# [EXERCISE INSTRUCTIONS]
Reproduce verbatim all of the data given below, but do not carry over the images.

# [EXERCISE DATA]
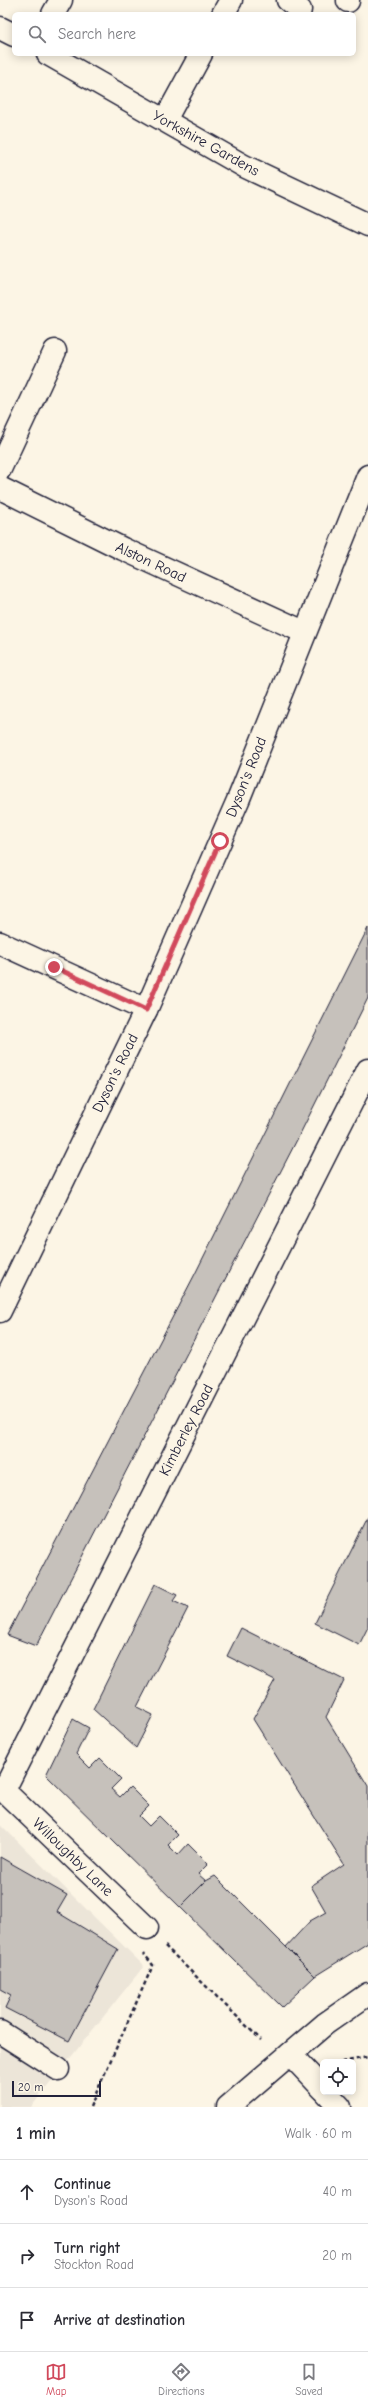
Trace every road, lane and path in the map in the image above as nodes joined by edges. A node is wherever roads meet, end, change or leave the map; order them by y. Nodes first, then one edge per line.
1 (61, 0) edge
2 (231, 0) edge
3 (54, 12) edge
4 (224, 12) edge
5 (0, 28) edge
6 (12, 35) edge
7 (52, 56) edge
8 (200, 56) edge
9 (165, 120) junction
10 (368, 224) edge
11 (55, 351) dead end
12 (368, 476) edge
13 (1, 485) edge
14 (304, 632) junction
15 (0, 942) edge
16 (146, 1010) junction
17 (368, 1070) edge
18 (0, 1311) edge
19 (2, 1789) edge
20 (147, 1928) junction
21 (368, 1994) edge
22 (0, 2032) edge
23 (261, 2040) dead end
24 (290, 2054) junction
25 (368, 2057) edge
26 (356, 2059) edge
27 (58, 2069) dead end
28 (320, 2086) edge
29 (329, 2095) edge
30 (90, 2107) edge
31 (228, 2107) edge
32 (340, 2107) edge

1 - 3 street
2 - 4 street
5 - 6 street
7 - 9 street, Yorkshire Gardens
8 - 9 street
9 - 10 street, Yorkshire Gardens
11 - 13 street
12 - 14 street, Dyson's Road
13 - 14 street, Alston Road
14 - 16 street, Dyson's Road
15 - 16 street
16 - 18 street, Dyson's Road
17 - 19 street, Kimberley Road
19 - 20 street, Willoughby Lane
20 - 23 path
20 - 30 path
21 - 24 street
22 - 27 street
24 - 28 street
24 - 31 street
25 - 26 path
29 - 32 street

# [OUTPUT BELOW]
Trace every road, lane and path in the map in the image above as nodes joined by edges. A node is wherever roads meet, end, change or leave the map; order them by y. Nodes first, then one edge per line.
1 (61, 0) edge
2 (231, 0) edge
3 (54, 12) edge
4 (224, 12) edge
5 (0, 28) edge
6 (12, 35) edge
7 (52, 56) edge
8 (200, 56) edge
9 (165, 120) junction
10 (368, 224) edge
11 (55, 351) dead end
12 (368, 476) edge
13 (1, 485) edge
14 (304, 632) junction
15 (0, 942) edge
16 (146, 1010) junction
17 (368, 1070) edge
18 (0, 1311) edge
19 (2, 1789) edge
20 (147, 1928) junction
21 (368, 1994) edge
22 (0, 2032) edge
23 (261, 2040) dead end
24 (290, 2054) junction
25 (368, 2057) edge
26 (356, 2059) edge
27 (58, 2069) dead end
28 (320, 2086) edge
29 (329, 2095) edge
30 (90, 2107) edge
31 (228, 2107) edge
32 (340, 2107) edge

1 - 3 street
2 - 4 street
5 - 6 street
7 - 9 street, Yorkshire Gardens
8 - 9 street
9 - 10 street, Yorkshire Gardens
11 - 13 street
12 - 14 street, Dyson's Road
13 - 14 street, Alston Road
14 - 16 street, Dyson's Road
15 - 16 street
16 - 18 street, Dyson's Road
17 - 19 street, Kimberley Road
19 - 20 street, Willoughby Lane
20 - 23 path
20 - 30 path
21 - 24 street
22 - 27 street
24 - 28 street
24 - 31 street
25 - 26 path
29 - 32 street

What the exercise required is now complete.